Saved entries:
__________

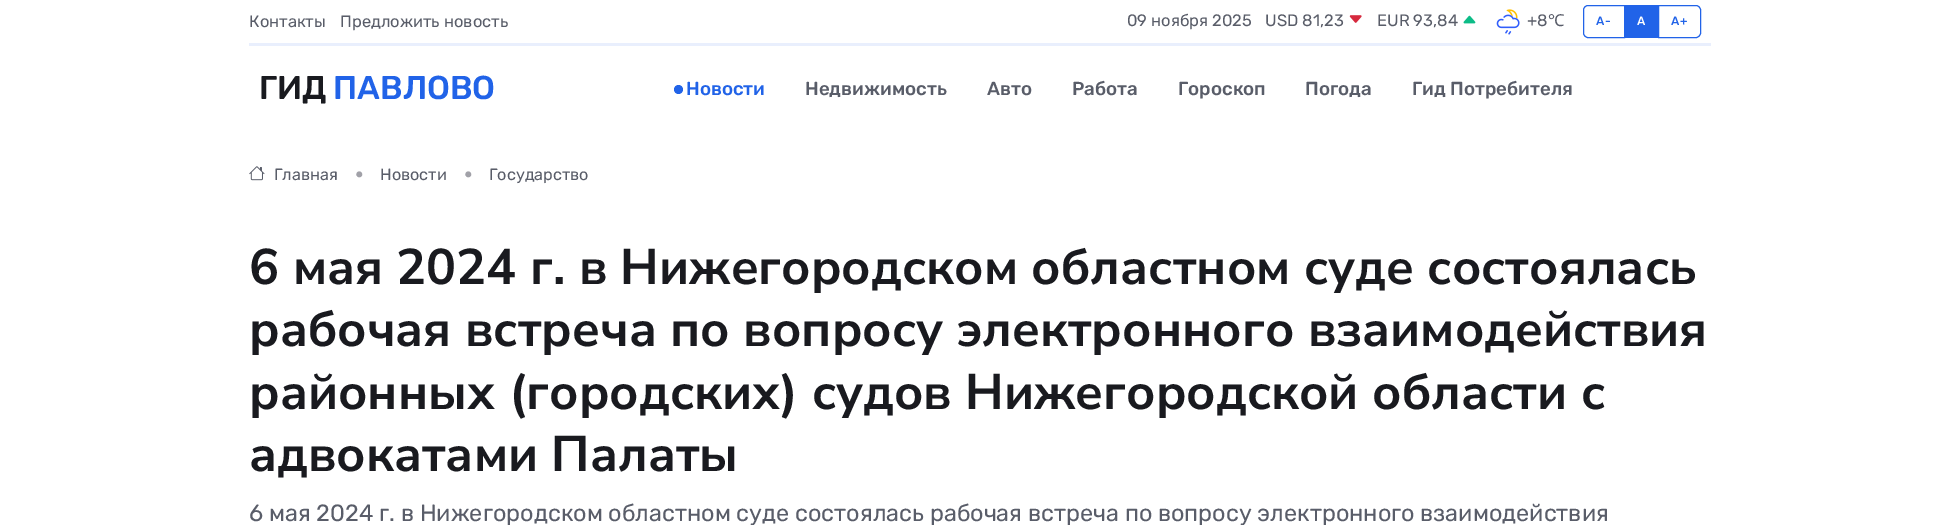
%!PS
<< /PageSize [1959 525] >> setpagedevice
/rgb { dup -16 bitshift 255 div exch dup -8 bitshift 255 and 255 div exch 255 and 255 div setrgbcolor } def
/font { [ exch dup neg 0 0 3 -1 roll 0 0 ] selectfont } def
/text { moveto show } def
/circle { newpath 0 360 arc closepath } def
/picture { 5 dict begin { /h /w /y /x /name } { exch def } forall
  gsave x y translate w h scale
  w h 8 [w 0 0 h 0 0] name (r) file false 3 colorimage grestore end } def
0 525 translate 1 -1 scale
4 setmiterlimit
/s1 { /Rubik-Regular 16.5 font 16#595D69 rgb } def
/s2 { /NotoSans-Regular 16.5 font 16#595D69 rgb } def
/s3 { /Rubik-Medium 33 font 16#191A1F rgb } def
/s4 { /Rubik-Medium 33 font 16#2163E8 rgb } def
/s5 { /Rubik-Medium 18.75 font 16#2163E8 rgb } def
/s6 { /Rubik-Medium 18.75 font 16#595D69 rgb } def
/s7 { /Rubik-Regular 16.25 font 16#595D69 rgb } def
/s8 { /Rubik-Regular 28 font 16#A1A1A8 rgb } def
/s9 { /NunitoSans-Bold 50 font 16#191A1F rgb } def
/s10 { /Rubik-Regular 23.45 font 16#595D69 rgb } def
16#FFFFFF rgb
0 0 1959 525 rectfill
s1
(Контакты) 249 27 text
(Предложить новость) 340 27 text
(09 ноября 2025) 1127 26 text
(USD 81,23) 1265 26 text
(pic1.raw) 1349 15 13 8 picture
(EUR 93,84) 1377 26 text
(pic2.raw) 1463 15 13 9 picture
(pic3.raw) 1496 9 24 26 picture
(+8) 1527 26 text
s2
(℃) 1548 26 text
16#2163E8 rgb
1588 5.5 moveto 1624.5 5.5 lineto 1624.5 37.5 lineto 1588 37.5 lineto 1585.5 37.5 1583.5 35.5 1583.5 33 curveto 1583.5 10 lineto 1583.5 7.5 1585.5 5.5 1588 5.5 curveto closepath stroke
/Rubik-Medium 12 font
1596 25 moveto 1 0 (A-) ashow
1625 5 33 33 rectfill
16#FFFFFF rgb
1637 25 moveto 1 0 (A) ashow
16#2163E8 rgb
1658.5 5.5 moveto 1696 5.5 lineto 1698.5 5.5 1700.5 7.5 1700.5 10 curveto 1700.5 33 lineto 1700.5 35.5 1698.5 37.5 1696 37.5 curveto 1658.5 37.5 lineto closepath stroke
1671 25 moveto 1 0 (A+) ashow
16#E9EFFD rgb
249 43 1462 3 rectfill
s3
(ГИД) 259 99 text
s4
(ПАВЛОВО) 333 99 text
678.5 89.5 4.5 circle fill
s5
(Новости) 686 95 text
s6
(Недвижимость) 805 95 text
(Авто) 987 95 text
(Работа) 1072 95 text
(Гороскоп) 1178 95 text
(Погода) 1305 95 text
(Гид Потребителя) 1412 95 text
(pic4.raw) 249 166 16 15 picture
s7
(Главная) 274 180 text
s8
(•) 354 183 text
s7
(Новости) 380 180 text
s8
(•) 463 183 text
s7
(Государство) 489 180 text
s9
(6 мая 2024 г. в Нижегородском областном суде состоялась) 249 284 text
(рабочая встреча по вопросу электронного взаимодействия) 249 346 text
(районных \(городских\) судов Нижегородской области с) 249 409 text
(адвокатами Палаты) 249 471 text
s10
(6 мая 2024 г. в Нижегородском областном суде состоялась рабочая встреча по вопросу электронного взаимодействия) 249 521 text
showpage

__________

§ **Task description**: Please set down exactly the lines from the first line of the data above through the line with "newpath 0 360", both included, leaving out the pictures.

§ **Finished exercise**:
%!PS
<< /PageSize [1959 525] >> setpagedevice
/rgb { dup -16 bitshift 255 div exch dup -8 bitshift 255 and 255 div exch 255 and 255 div setrgbcolor } def
/font { [ exch dup neg 0 0 3 -1 roll 0 0 ] selectfont } def
/text { moveto show } def
/circle { newpath 0 360 arc closepath } def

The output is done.